> _EXERCISE INSTRUCTIONS_
Please set down the records exactly, keeping every line.

(Beginning of EXCERPTED RECORDS)

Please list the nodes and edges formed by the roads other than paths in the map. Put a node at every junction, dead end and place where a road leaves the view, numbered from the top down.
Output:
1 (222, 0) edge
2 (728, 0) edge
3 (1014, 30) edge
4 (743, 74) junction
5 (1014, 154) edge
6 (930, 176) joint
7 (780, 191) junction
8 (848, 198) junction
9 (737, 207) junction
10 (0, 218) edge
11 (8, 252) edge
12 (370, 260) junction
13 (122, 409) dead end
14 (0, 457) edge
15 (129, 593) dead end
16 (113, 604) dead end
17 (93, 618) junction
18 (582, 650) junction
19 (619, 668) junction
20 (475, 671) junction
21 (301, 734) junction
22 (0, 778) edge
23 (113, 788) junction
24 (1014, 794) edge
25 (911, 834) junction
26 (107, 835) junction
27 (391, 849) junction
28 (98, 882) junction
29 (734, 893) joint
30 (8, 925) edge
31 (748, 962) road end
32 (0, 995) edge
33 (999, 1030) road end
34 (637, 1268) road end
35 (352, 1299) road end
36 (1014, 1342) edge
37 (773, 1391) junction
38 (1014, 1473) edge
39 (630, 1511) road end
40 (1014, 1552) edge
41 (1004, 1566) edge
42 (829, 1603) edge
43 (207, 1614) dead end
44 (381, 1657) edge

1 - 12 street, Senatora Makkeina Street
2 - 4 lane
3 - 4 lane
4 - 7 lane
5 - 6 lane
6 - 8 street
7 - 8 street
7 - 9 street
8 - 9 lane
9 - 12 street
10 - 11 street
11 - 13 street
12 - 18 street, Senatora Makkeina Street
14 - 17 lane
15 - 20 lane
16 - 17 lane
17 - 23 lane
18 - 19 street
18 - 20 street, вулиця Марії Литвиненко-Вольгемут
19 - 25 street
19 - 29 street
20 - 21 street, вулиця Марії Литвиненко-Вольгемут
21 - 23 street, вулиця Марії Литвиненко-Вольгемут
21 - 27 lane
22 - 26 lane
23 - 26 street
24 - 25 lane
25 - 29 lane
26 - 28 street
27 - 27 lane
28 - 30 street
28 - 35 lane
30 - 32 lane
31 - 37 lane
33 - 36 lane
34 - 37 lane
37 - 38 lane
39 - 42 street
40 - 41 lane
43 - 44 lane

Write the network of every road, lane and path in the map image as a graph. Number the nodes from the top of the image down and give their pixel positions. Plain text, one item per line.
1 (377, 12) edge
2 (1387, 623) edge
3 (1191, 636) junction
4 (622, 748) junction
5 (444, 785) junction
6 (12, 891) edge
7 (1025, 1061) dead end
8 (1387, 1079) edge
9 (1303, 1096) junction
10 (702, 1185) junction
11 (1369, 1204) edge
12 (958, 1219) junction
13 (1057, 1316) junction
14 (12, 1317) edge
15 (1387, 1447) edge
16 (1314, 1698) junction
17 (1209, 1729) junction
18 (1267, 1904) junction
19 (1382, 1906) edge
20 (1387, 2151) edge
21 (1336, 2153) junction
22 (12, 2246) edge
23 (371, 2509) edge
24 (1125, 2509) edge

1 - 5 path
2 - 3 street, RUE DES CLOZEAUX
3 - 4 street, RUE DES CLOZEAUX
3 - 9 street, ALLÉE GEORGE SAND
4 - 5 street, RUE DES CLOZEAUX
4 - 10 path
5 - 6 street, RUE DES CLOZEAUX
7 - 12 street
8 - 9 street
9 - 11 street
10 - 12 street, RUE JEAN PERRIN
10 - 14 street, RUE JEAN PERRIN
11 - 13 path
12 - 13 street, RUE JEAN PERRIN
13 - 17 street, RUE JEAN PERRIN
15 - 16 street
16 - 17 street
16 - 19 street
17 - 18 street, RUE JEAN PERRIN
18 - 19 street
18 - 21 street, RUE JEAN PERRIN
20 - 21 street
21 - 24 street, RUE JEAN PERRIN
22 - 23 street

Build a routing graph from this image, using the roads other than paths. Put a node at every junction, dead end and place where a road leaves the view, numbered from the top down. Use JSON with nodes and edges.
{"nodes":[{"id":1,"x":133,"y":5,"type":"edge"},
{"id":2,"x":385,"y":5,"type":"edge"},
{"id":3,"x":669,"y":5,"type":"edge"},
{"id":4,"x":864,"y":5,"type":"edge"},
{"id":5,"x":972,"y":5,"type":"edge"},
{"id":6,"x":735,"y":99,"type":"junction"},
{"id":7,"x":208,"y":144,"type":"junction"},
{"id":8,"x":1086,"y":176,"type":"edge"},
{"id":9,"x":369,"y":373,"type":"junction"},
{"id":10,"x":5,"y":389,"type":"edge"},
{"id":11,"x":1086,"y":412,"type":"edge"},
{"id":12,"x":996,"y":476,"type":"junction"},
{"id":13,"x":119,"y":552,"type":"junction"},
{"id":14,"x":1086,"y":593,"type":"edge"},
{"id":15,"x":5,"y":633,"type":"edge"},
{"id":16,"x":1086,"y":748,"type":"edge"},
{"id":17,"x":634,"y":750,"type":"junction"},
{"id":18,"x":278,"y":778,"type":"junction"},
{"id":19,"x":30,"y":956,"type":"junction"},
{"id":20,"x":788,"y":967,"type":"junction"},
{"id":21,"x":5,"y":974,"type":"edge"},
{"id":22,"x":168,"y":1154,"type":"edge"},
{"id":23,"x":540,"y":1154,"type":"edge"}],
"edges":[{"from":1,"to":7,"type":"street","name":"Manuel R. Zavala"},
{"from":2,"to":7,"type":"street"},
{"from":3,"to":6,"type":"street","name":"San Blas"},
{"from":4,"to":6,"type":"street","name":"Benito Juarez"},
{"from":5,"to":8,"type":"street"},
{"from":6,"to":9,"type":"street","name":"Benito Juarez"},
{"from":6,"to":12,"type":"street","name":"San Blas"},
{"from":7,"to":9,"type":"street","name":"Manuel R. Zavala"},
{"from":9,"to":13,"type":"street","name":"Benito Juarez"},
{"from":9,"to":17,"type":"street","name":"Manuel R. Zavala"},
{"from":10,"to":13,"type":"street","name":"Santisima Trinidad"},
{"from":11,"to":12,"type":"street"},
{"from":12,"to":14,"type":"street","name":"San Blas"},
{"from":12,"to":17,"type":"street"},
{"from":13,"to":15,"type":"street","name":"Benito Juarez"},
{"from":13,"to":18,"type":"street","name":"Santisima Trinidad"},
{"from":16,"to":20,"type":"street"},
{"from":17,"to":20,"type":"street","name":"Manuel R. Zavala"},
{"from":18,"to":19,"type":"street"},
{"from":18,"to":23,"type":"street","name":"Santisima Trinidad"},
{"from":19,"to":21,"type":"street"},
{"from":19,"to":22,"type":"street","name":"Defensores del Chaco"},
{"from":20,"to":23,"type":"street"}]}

(End of EXCERPTED RECORDS)

> _PROBLEM SOLUTION_
Please list the nodes and edges formed by the roads other than paths in the map. Put a node at every junction, dead end and place where a road leaves the view, numbered from the top down.
Output:
1 (222, 0) edge
2 (728, 0) edge
3 (1014, 30) edge
4 (743, 74) junction
5 (1014, 154) edge
6 (930, 176) joint
7 (780, 191) junction
8 (848, 198) junction
9 (737, 207) junction
10 (0, 218) edge
11 (8, 252) edge
12 (370, 260) junction
13 (122, 409) dead end
14 (0, 457) edge
15 (129, 593) dead end
16 (113, 604) dead end
17 (93, 618) junction
18 (582, 650) junction
19 (619, 668) junction
20 (475, 671) junction
21 (301, 734) junction
22 (0, 778) edge
23 (113, 788) junction
24 (1014, 794) edge
25 (911, 834) junction
26 (107, 835) junction
27 (391, 849) junction
28 (98, 882) junction
29 (734, 893) joint
30 (8, 925) edge
31 (748, 962) road end
32 (0, 995) edge
33 (999, 1030) road end
34 (637, 1268) road end
35 (352, 1299) road end
36 (1014, 1342) edge
37 (773, 1391) junction
38 (1014, 1473) edge
39 (630, 1511) road end
40 (1014, 1552) edge
41 (1004, 1566) edge
42 (829, 1603) edge
43 (207, 1614) dead end
44 (381, 1657) edge

1 - 12 street, Senatora Makkeina Street
2 - 4 lane
3 - 4 lane
4 - 7 lane
5 - 6 lane
6 - 8 street
7 - 8 street
7 - 9 street
8 - 9 lane
9 - 12 street
10 - 11 street
11 - 13 street
12 - 18 street, Senatora Makkeina Street
14 - 17 lane
15 - 20 lane
16 - 17 lane
17 - 23 lane
18 - 19 street
18 - 20 street, вулиця Марії Литвиненко-Вольгемут
19 - 25 street
19 - 29 street
20 - 21 street, вулиця Марії Литвиненко-Вольгемут
21 - 23 street, вулиця Марії Литвиненко-Вольгемут
21 - 27 lane
22 - 26 lane
23 - 26 street
24 - 25 lane
25 - 29 lane
26 - 28 street
27 - 27 lane
28 - 30 street
28 - 35 lane
30 - 32 lane
31 - 37 lane
33 - 36 lane
34 - 37 lane
37 - 38 lane
39 - 42 street
40 - 41 lane
43 - 44 lane

Write the network of every road, lane and path in the map image as a graph. Number the nodes from the top of the image down and give their pixel positions. Plain text, one item per line.
1 (377, 12) edge
2 (1387, 623) edge
3 (1191, 636) junction
4 (622, 748) junction
5 (444, 785) junction
6 (12, 891) edge
7 (1025, 1061) dead end
8 (1387, 1079) edge
9 (1303, 1096) junction
10 (702, 1185) junction
11 (1369, 1204) edge
12 (958, 1219) junction
13 (1057, 1316) junction
14 (12, 1317) edge
15 (1387, 1447) edge
16 (1314, 1698) junction
17 (1209, 1729) junction
18 (1267, 1904) junction
19 (1382, 1906) edge
20 (1387, 2151) edge
21 (1336, 2153) junction
22 (12, 2246) edge
23 (371, 2509) edge
24 (1125, 2509) edge

1 - 5 path
2 - 3 street, RUE DES CLOZEAUX
3 - 4 street, RUE DES CLOZEAUX
3 - 9 street, ALLÉE GEORGE SAND
4 - 5 street, RUE DES CLOZEAUX
4 - 10 path
5 - 6 street, RUE DES CLOZEAUX
7 - 12 street
8 - 9 street
9 - 11 street
10 - 12 street, RUE JEAN PERRIN
10 - 14 street, RUE JEAN PERRIN
11 - 13 path
12 - 13 street, RUE JEAN PERRIN
13 - 17 street, RUE JEAN PERRIN
15 - 16 street
16 - 17 street
16 - 19 street
17 - 18 street, RUE JEAN PERRIN
18 - 19 street
18 - 21 street, RUE JEAN PERRIN
20 - 21 street
21 - 24 street, RUE JEAN PERRIN
22 - 23 street

Build a routing graph from this image, using the roads other than paths. Put a node at every junction, dead end and place where a road leaves the view, numbered from the top down. Use JSON with nodes and edges.
{"nodes":[{"id":1,"x":133,"y":5,"type":"edge"},
{"id":2,"x":385,"y":5,"type":"edge"},
{"id":3,"x":669,"y":5,"type":"edge"},
{"id":4,"x":864,"y":5,"type":"edge"},
{"id":5,"x":972,"y":5,"type":"edge"},
{"id":6,"x":735,"y":99,"type":"junction"},
{"id":7,"x":208,"y":144,"type":"junction"},
{"id":8,"x":1086,"y":176,"type":"edge"},
{"id":9,"x":369,"y":373,"type":"junction"},
{"id":10,"x":5,"y":389,"type":"edge"},
{"id":11,"x":1086,"y":412,"type":"edge"},
{"id":12,"x":996,"y":476,"type":"junction"},
{"id":13,"x":119,"y":552,"type":"junction"},
{"id":14,"x":1086,"y":593,"type":"edge"},
{"id":15,"x":5,"y":633,"type":"edge"},
{"id":16,"x":1086,"y":748,"type":"edge"},
{"id":17,"x":634,"y":750,"type":"junction"},
{"id":18,"x":278,"y":778,"type":"junction"},
{"id":19,"x":30,"y":956,"type":"junction"},
{"id":20,"x":788,"y":967,"type":"junction"},
{"id":21,"x":5,"y":974,"type":"edge"},
{"id":22,"x":168,"y":1154,"type":"edge"},
{"id":23,"x":540,"y":1154,"type":"edge"}],
"edges":[{"from":1,"to":7,"type":"street","name":"Manuel R. Zavala"},
{"from":2,"to":7,"type":"street"},
{"from":3,"to":6,"type":"street","name":"San Blas"},
{"from":4,"to":6,"type":"street","name":"Benito Juarez"},
{"from":5,"to":8,"type":"street"},
{"from":6,"to":9,"type":"street","name":"Benito Juarez"},
{"from":6,"to":12,"type":"street","name":"San Blas"},
{"from":7,"to":9,"type":"street","name":"Manuel R. Zavala"},
{"from":9,"to":13,"type":"street","name":"Benito Juarez"},
{"from":9,"to":17,"type":"street","name":"Manuel R. Zavala"},
{"from":10,"to":13,"type":"street","name":"Santisima Trinidad"},
{"from":11,"to":12,"type":"street"},
{"from":12,"to":14,"type":"street","name":"San Blas"},
{"from":12,"to":17,"type":"street"},
{"from":13,"to":15,"type":"street","name":"Benito Juarez"},
{"from":13,"to":18,"type":"street","name":"Santisima Trinidad"},
{"from":16,"to":20,"type":"street"},
{"from":17,"to":20,"type":"street","name":"Manuel R. Zavala"},
{"from":18,"to":19,"type":"street"},
{"from":18,"to":23,"type":"street","name":"Santisima Trinidad"},
{"from":19,"to":21,"type":"street"},
{"from":19,"to":22,"type":"street","name":"Defensores del Chaco"},
{"from":20,"to":23,"type":"street"}]}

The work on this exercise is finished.